Recently, Mi et al. have shown that IL17A, a cytokine that induces production of collagen and promotes epithelial-mesenchymal transition (EMT) through a transforming-growth-factor-β1- (TGF-β1-) dependent mechanism, inhibits autophagy in mouse epithelial cells [80]. Moreover, they observed that in the murine model of BLM-induced fibrosis, antagonism of IL17A activated autophagy, decreased the production of collagen, attenuated fibrosis and increased survival. This protective effect was abolished after blocking autophagy with 3-methyladenine (3-MA).
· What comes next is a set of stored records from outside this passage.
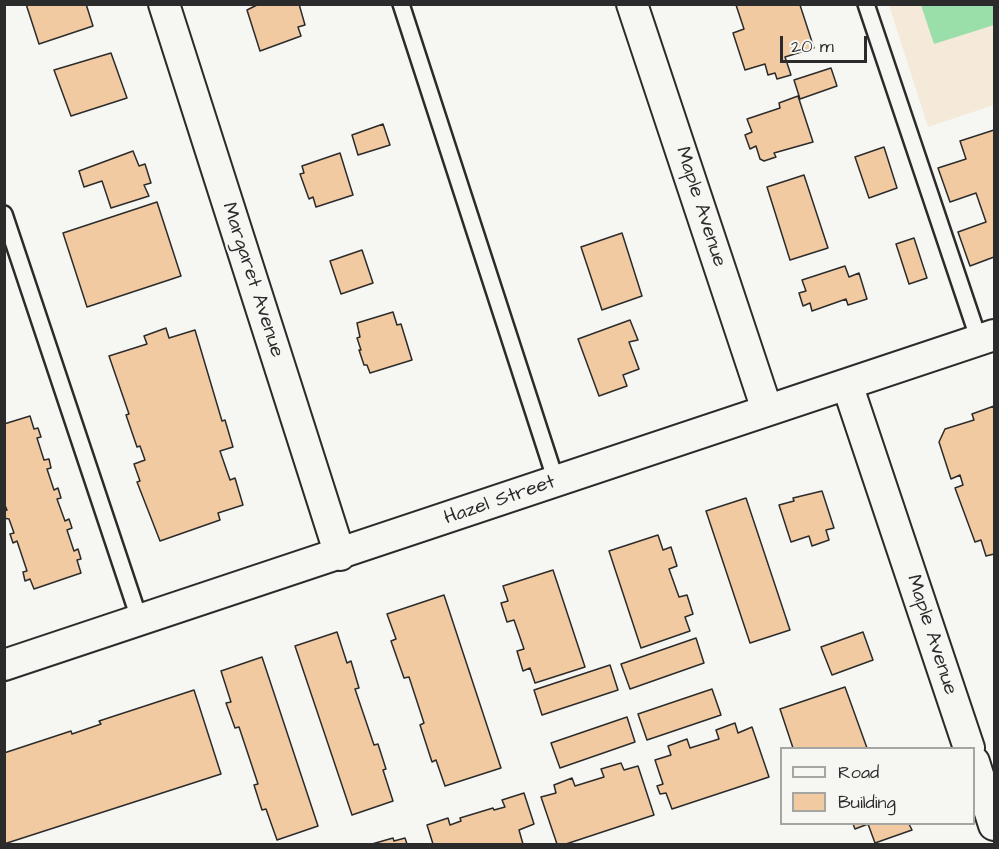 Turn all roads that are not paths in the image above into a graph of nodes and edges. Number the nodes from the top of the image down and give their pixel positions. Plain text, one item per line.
1 (164, 4) edge
2 (401, 4) edge
3 (632, 4) edge
4 (866, 4) edge
5 (4, 214) edge
6 (987, 338) edge
7 (847, 384) junction
8 (767, 410) junction
9 (556, 482) junction
10 (340, 555) junction
11 (140, 621) junction
12 (4, 665) edge
13 (969, 747) edge
14 (975, 765) edge
15 (994, 825) edge

1 - 10 street, Margaret Avenue
2 - 9 lane
3 - 8 street, Maple Avenue
4 - 6 lane
5 - 11 lane
6 - 7 street, Hazel Street
7 - 8 street, Hazel Street
7 - 13 street, Maple Avenue
8 - 9 street, Hazel Street
9 - 10 street, Hazel Street
10 - 11 street, Hazel Street
11 - 12 street, Hazel Street
14 - 15 street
Patel et al. studied markers of autophagic activity and concluded that autophagy is not induced in human IPF lungs [5]. More in detail, they observed that the levels of LC3-II were lower and the levels of p62 were higher in IPF lungs compared to controls. Moreover, they observed a decrease in the number of autophagosomes with electron microscope in IPF lungs. In order to provide a plausible answer, they used fibroblast cell lines and showed that TGF-β1, a profibrotic cytokine which is overexpressed in IPF, inhibits autophagy. Silencing of LC3 and beclin-1 genes and, hence, inhibiting autophagy enhanced the expression of fibronectin and α-smooth cell actin, a marker of myofibroblast which is a key cell in the process of fibrogenesis. In the BLM model, they observed that treatment with rapamycin enhanced autophagy and protected from fibrosis. Based on these observations, the authors concluded that autophagy protects against the development of fibrosis.
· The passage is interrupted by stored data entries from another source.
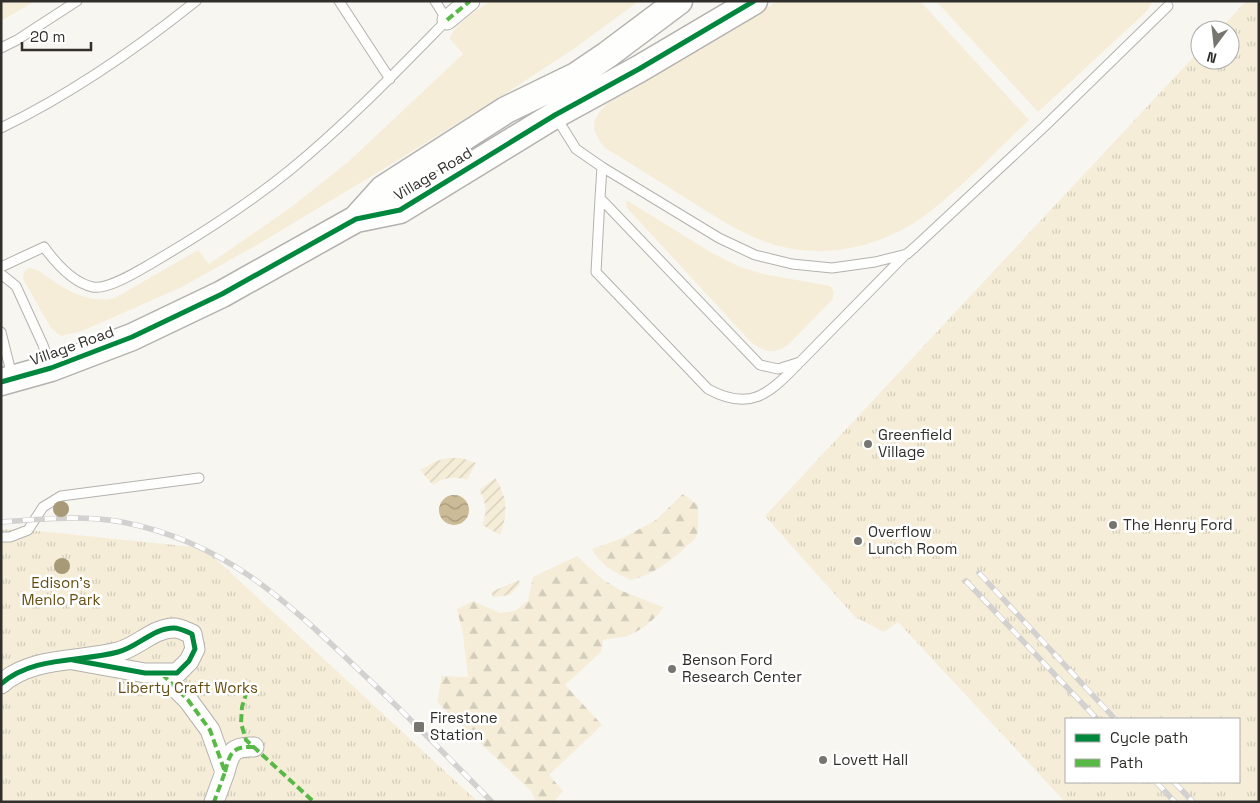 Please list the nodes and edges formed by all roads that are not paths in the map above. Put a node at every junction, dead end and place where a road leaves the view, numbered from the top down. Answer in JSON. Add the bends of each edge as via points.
{"nodes":[{"id":1,"x":77,"y":1,"type":"edge"},
{"id":2,"x":196,"y":1,"type":"edge"},
{"id":3,"x":339,"y":1,"type":"edge"},
{"id":4,"x":435,"y":1,"type":"edge"},
{"id":5,"x":470,"y":1,"type":"edge"},
{"id":6,"x":679,"y":1,"type":"edge"},
{"id":7,"x":754,"y":1,"type":"edge"},
{"id":8,"x":1168,"y":6,"type":"dead end"},
{"id":9,"x":447,"y":20,"type":"junction"},
{"id":10,"x":1,"y":48,"type":"edge"},
{"id":11,"x":390,"y":79,"type":"junction"},
{"id":12,"x":549,"y":104,"type":"junction"},
{"id":13,"x":1,"y":128,"type":"edge"},
{"id":14,"x":602,"y":167,"type":"junction"},
{"id":15,"x":600,"y":198,"type":"junction"},
{"id":16,"x":907,"y":254,"type":"junction"},
{"id":17,"x":1,"y":267,"type":"edge"},
{"id":18,"x":1,"y":274,"type":"edge"},
{"id":19,"x":1,"y":332,"type":"edge"},
{"id":20,"x":800,"y":362,"type":"junction"},
{"id":21,"x":51,"y":368,"type":"junction"},
{"id":22,"x":7,"y":381,"type":"edge"},
{"id":23,"x":199,"y":478,"type":"dead end"},
{"id":24,"x":1,"y":537,"type":"edge"},
{"id":25,"x":73,"y":660,"type":"junction"},
{"id":26,"x":162,"y":674,"type":"junction"},
{"id":27,"x":1,"y":684,"type":"edge"},
{"id":28,"x":254,"y":747,"type":"dead end"},
{"id":29,"x":225,"y":772,"type":"junction"},
{"id":30,"x":214,"y":802,"type":"edge"}],
"edges":[{"from":1,"to":10,"type":"lane"},
{"from":2,"to":13,"type":"lane","via":[[119,59]]},
{"from":3,"to":11,"type":"lane"},
{"from":4,"to":9,"type":"lane"},
{"from":5,"to":9,"type":"street"},
{"from":6,"to":12,"type":"street","via":[[576,76]]},
{"from":7,"to":12,"type":"street","name":"Village Road","via":[[639,69]]},
{"from":8,"to":16,"type":"lane"},
{"from":9,"to":11,"type":"lane"},
{"from":11,"to":17,"type":"lane","via":[[289,170],[181,246],[136,272],[106,286],[93,287],[78,281],[54,261],[44,247]]},
{"from":12,"to":14,"type":"lane","via":[[576,149]]},
{"from":12,"to":21,"type":"street","name":"Village Road","via":[[400,210],[356,219],[179,316],[132,338]]},
{"from":14,"to":15,"type":"lane"},
{"from":14,"to":16,"type":"lane","via":[[719,238],[755,255],[792,264],[832,268]]},
{"from":15,"to":20,"type":"lane","via":[[760,365],[778,369]]},
{"from":15,"to":20,"type":"lane","via":[[596,272],[708,389],[742,401],[756,398],[784,380]]},
{"from":16,"to":20,"type":"lane"},
{"from":18,"to":21,"type":"lane","via":[[16,286]]},
{"from":19,"to":22,"type":"lane"},
{"from":21,"to":22,"type":"street","name":"Village Road"},
{"from":23,"to":24,"type":"lane","via":[[61,496],[42,507],[28,530]]},
{"from":25,"to":26,"type":"street"},
{"from":25,"to":26,"type":"street","via":[[120,652],[159,630],[176,627],[192,634],[196,649],[189,661],[177,673]]},
{"from":25,"to":27,"type":"street","via":[[41,663],[7,678]]},
{"from":26,"to":29,"type":"street","via":[[188,700],[210,730]]},
{"from":28,"to":29,"type":"street","via":[[243,746],[234,750]]},
{"from":29,"to":30,"type":"street"}]}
A growing body of evidence at both clinical and biological level suggests that IPF is a disease of aging characterised by premature age-related changes in alveolar epithelial cells [81]. It is also accepted that autophagy functions less as tissue ages due to insufficient formation of autophagosomes or to deficient elimination after fusion with lysosomes [82]. Recently, Araya et al. also attempted to clarify the role of autophagy in IPF [6]. They suggested that insufficient autophagy leads to epithelial cell senescence as they observed an increased expression of p62 and ubiquitinated proteins, both markers of decreased autophagy as well as an increased expression of p21 which is a marker of cellular senescence. On the other hand and in agreement with previous observations of cell-specific effect of autophagy, they showed that insufficient autophagy in lung fibroblasts leads to the differentiation to myofibroblasts without any effect on their senescence and to increased production of extracellular matrix which are critical steps in the fibrogenetic process.

6. Conclusion

Over the last decade, there has been an explosion in the research field regarding the possible mechanisms involved in the pathogenesis of IPF and clinical trials in order to find a therapeutic agent able, at least, to stabilise the course of the disease. Despite all these efforts, pathogenesis of IPF is still not fully understood. A universally accepted therapeutic agent has not yet been found. Recently, it has been suggested that there should be an “oncologic” approach in the pathogenesis of IPF. According to this hypothesis, multiple pathways may be involved simultaneously in the pathogenesis of IPF, and future therapeutic approaches should target these pathways simultaneously [83]. Moreover, this hypothesis has been strengthened by the observation that there are certain similarities between IPF and lung cancer biology [2]. Autophagy has been recently implicated in the pathogenesis of lung diseases, and only few studies exist in the field of IPF, and thus its role is rather obscure. Therefore, more studies are needed in order to clarify the role of autophagy in IPF and in order to develop novel therapeutic approaches.